Litonjua obtained loans from L&R Corporation secured by a mortgage. Without knowledge of L&R, Litonjua sold to PWHAS the parcels of land they had previously mortgaged to L & R Corporation. When Litonjua defaulted in the payment of their loans, L & R Corporation initiated extrajudicial foreclosure proceedings and L & R Corporation was the only bidder. When L & R Corporation presented its corresponding Certificate of Sale for registration, it learned of the prior sale of the properties made by the Litonjua to PWHAS upon seeing the inscription at the back of the certificates of title. 7 months after the foreclosure sale, PWHAS, for the account of Litonjua tendered payment of the full redemption price to L & R. The latter, however, refused to accept the payment, hence, PWHAS was compelled to redeem the mortgaged properties through the Sheriff. A Certificate of Redemption was issued in favor of Litonjua. L & R Corporation challenges the decision of the court.


1) W/N a stipulation prohibiting sale of mortgaged property without prior written consent of mortgagee is a valid and enforeceable

2) W/N the redemption of a vendee of the mortgaged property is valid

3) W/n stipulation granting the mortgagee the right of first refusal is valid and enforceable Held:

1)Stipulation Violating Article 2130 of the New Civil Code. Being contrary to law, paragraph 8 of the subject Deed of Real Estate Mortgage is not binding upon the parties. Accordingly, the sale made by Litonjua to PWHAS, notwithstanding the lack of prior written consent of L & R Corporation, is valid. Such a stipulation violates Article 2130; it attempts to circumvates the said provision which states that “a stipulation forbidding the owner from alienating the immovable mortgaged shall be void.”
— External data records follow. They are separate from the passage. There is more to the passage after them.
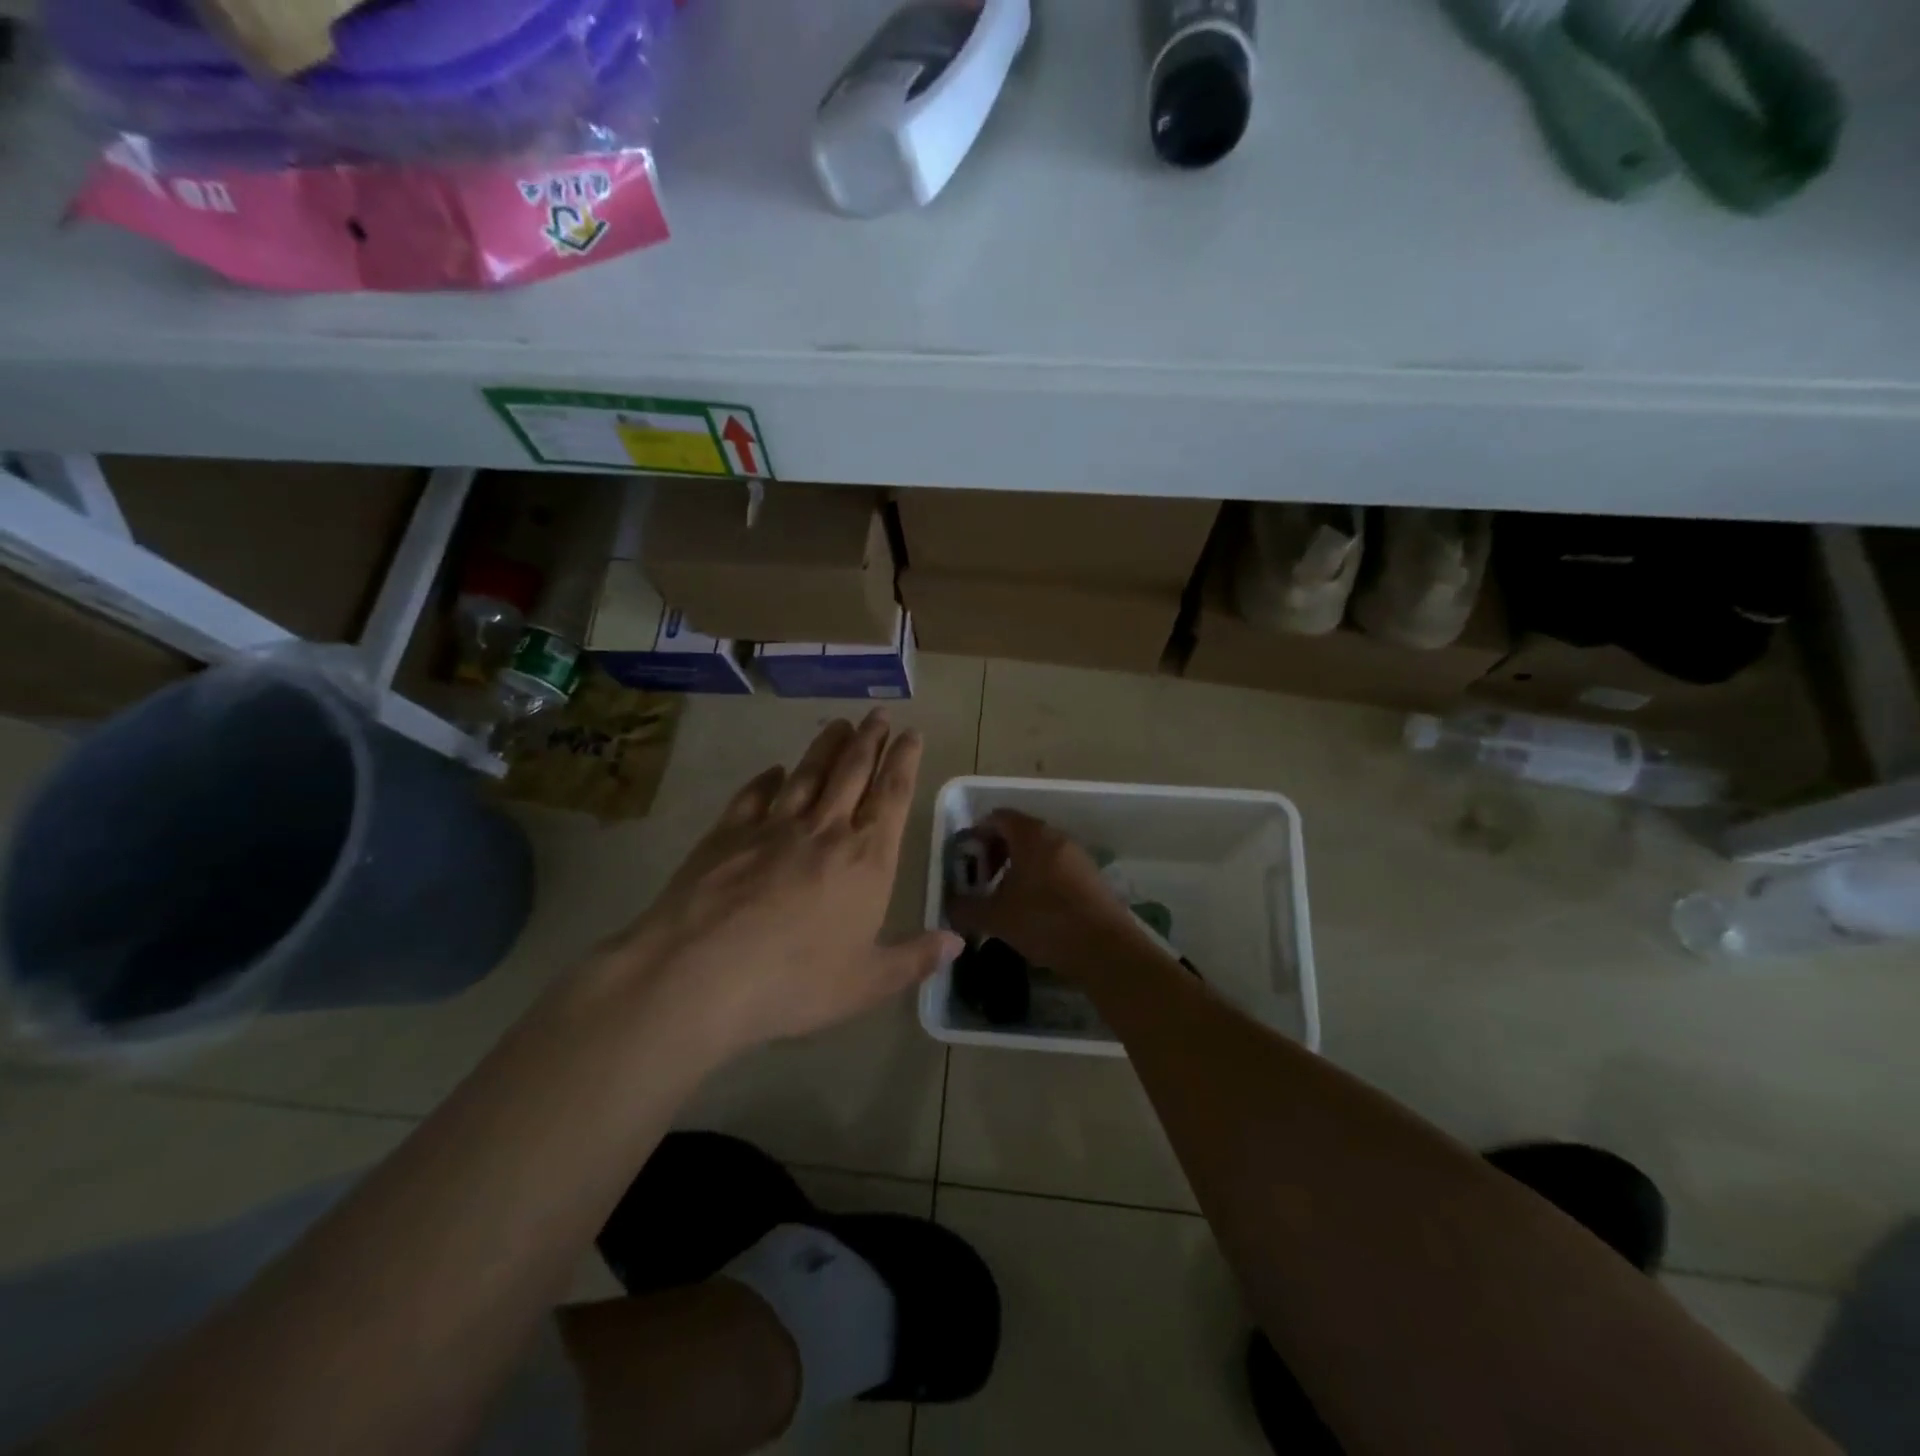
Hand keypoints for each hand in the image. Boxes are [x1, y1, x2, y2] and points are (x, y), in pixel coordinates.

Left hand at [602, 711, 959, 1059]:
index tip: (912, 732)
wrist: (700, 974)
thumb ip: (914, 959)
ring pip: (808, 774)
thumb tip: (958, 943)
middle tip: (878, 714)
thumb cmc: (794, 982)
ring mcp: (773, 827)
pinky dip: (768, 779)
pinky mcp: (727, 833)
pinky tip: (774, 770)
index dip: (905, 760)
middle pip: (852, 772)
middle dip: (869, 740)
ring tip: (839, 723)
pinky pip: (754, 795)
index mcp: (866, 860)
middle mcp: (825, 831)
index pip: (892, 796)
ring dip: (826, 746)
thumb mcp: (866, 983)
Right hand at [943, 810, 1141, 972]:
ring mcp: (1078, 856)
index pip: (998, 817)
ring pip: (1039, 852)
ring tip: (1005, 899)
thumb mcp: (995, 917)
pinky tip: (1033, 911)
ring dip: (1018, 868)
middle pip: (1019, 833)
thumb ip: (966, 907)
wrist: (1105, 949)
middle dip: (996, 853)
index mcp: (1031, 835)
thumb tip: (949, 905)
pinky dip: (1040, 880)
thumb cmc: (1044, 921)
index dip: (977, 834)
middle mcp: (1056, 837)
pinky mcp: (1092, 878)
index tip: (965, 860)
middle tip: (982, 881)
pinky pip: (1057, 868)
2) Redemption by Vendee is Valid (Act 3135). The sale by Litonjua of the mortgaged properties to PWHAS is valid. Therefore, PWHAS stepped into the shoes of Litonjua on account of such sale and was in effect, their successor-in-interest. As such, it had the right to redeem the property foreclosed by L & R Corporation. This finds support in Section 6 of Act 3135 itself which gives not only the mortgagor-debtor the right to redeem, but also his successors-in-interest. As vendee of the subject properties, PWHAS qualifies as a successor-in-interest of the Litonjua.

3)Stipulation On Right of First Refusal is Valid. The right of first refusal has long been recognized as valid. The consideration for the loan-mortgage includes the consideration for the right of first refusal. L & R Corporation is in effect stating that it consents to lend out money to Litonjua provided that in case they decide to sell the property mortgaged to it, then L & R Corporation shall be given the right to match the offered purchase price and to buy the property at that price.

Thus, while the mortgagor had every right to sell their mortgaged property to a buyer without securing the prior written consent of mortgagee, it had the obligation under paragraph 9(stipulation regarding right of first refusal, which is a perfectly valid provision) to notify the latter of their intention to sell the property and give it priority over other buyers. It is only upon failure of the mortgagee to exercise its right of first refusal could the mortgagor validly sell the mortaged properties to others, under the same terms and conditions offered to the mortgagee.

In the case at bar, PWHAS cannot claim ignorance of the right of first refusal granted to L & R Corporation over the subject properties since the Deed of Real Estate Mortgage containing such a provision was duly registered with the Register of Deeds. As such, PWHAS is presumed to have been notified thereof by registration, which equates to notice to the whole world. That L&R did not duly exercised its right of first refusal at the opportune time cannot be taken against it, precisely because it was not notified by the Litonjua of their intention to sell the subject property and thereby, to give it priority over other buyers.

Effect of Depriving the Mortgagee of Right of First Refusal: Rescission Of the Sale Made to Other Buyers All things considered, what then are the relative rights and obligations of the parties? To recapitulate:, the sale between the Litonjua and PWHAS is valid, notwithstanding the absence of L & R Corporation's prior written consent thereto. Inasmuch as the sale to PWHAS was valid, its offer to redeem and its tender of the redemption price, as successor-in-interest of the Litonjua, within the one-year period should have been accepted as valid by L & R Corporation. However, while the sale is, indeed, valid, the same is rescissible because it ignored L & R Corporation's right of first refusal.